- _Problem to work on_:
In the records below, find each line that holds "graph" and return it.

___ Data for this task

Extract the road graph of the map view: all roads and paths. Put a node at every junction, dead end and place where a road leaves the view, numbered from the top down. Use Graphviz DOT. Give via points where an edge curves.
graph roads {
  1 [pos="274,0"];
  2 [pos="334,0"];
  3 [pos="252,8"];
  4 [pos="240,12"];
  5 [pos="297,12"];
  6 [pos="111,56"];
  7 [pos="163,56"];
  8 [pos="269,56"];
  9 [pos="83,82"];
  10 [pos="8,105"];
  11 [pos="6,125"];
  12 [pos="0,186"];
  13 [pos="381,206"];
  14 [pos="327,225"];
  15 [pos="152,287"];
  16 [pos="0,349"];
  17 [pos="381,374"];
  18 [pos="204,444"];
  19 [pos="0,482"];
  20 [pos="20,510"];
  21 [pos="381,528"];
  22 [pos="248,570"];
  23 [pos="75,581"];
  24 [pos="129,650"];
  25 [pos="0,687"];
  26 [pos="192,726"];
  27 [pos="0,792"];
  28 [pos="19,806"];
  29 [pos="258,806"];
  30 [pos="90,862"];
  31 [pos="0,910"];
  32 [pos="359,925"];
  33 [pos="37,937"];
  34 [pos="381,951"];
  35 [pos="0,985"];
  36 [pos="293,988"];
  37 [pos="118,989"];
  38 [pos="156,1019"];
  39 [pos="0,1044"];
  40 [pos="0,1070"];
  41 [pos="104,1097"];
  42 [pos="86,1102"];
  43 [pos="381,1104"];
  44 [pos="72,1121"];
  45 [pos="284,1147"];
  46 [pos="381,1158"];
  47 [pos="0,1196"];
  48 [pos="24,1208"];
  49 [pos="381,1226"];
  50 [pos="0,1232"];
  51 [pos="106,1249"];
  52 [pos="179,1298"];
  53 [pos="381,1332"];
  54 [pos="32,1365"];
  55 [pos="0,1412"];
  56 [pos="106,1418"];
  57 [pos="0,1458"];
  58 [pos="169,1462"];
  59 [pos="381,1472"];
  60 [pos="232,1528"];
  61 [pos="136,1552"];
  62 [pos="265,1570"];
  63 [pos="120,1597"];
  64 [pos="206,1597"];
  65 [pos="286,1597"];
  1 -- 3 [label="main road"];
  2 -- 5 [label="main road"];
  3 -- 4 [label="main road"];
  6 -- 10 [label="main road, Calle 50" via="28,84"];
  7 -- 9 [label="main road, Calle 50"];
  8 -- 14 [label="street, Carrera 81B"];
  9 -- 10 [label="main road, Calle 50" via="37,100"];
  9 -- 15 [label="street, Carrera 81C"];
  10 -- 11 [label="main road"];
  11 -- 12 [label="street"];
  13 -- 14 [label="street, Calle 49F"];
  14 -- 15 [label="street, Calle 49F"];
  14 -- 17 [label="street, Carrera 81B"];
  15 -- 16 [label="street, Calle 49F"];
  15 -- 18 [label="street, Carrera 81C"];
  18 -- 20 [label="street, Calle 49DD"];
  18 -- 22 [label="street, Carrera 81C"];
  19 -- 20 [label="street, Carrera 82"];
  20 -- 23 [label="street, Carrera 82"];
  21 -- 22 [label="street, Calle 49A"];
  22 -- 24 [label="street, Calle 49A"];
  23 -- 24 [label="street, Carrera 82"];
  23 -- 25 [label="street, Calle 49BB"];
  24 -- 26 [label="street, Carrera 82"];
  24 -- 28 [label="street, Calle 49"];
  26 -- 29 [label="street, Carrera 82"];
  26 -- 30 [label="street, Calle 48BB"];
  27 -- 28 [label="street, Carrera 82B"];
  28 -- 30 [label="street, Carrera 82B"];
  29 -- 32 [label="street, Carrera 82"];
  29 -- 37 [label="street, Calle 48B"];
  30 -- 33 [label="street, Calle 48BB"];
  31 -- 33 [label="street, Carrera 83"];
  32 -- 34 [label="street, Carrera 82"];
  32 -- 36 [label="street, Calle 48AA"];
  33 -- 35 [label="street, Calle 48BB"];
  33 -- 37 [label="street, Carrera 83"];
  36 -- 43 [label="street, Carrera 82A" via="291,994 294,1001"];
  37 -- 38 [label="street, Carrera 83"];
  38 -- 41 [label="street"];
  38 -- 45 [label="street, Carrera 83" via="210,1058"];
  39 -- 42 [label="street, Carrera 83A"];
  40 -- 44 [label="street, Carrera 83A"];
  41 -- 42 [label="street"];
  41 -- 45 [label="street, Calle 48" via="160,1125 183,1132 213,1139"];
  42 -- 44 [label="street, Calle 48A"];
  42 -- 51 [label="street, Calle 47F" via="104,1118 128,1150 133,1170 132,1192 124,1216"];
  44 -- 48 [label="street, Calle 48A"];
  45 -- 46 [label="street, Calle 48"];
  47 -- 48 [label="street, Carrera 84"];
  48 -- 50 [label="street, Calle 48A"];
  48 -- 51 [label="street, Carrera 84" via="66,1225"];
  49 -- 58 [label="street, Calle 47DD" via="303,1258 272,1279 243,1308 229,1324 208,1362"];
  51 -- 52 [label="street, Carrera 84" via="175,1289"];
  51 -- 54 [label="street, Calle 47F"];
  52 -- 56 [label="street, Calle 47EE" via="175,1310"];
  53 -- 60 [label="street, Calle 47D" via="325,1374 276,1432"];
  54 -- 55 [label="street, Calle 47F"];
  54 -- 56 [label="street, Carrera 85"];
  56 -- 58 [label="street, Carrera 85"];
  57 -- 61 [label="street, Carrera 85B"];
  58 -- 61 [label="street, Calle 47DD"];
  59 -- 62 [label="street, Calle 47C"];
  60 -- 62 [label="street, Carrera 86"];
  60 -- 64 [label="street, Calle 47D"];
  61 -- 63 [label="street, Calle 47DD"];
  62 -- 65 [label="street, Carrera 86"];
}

______

- _Expected output_:
Extract the road graph of the map view: all roads and paths. Put a node at every junction, dead end and place where a road leaves the view, numbered from the top down. Use Graphviz DOT. Give via points where an edge curves.
graph roads {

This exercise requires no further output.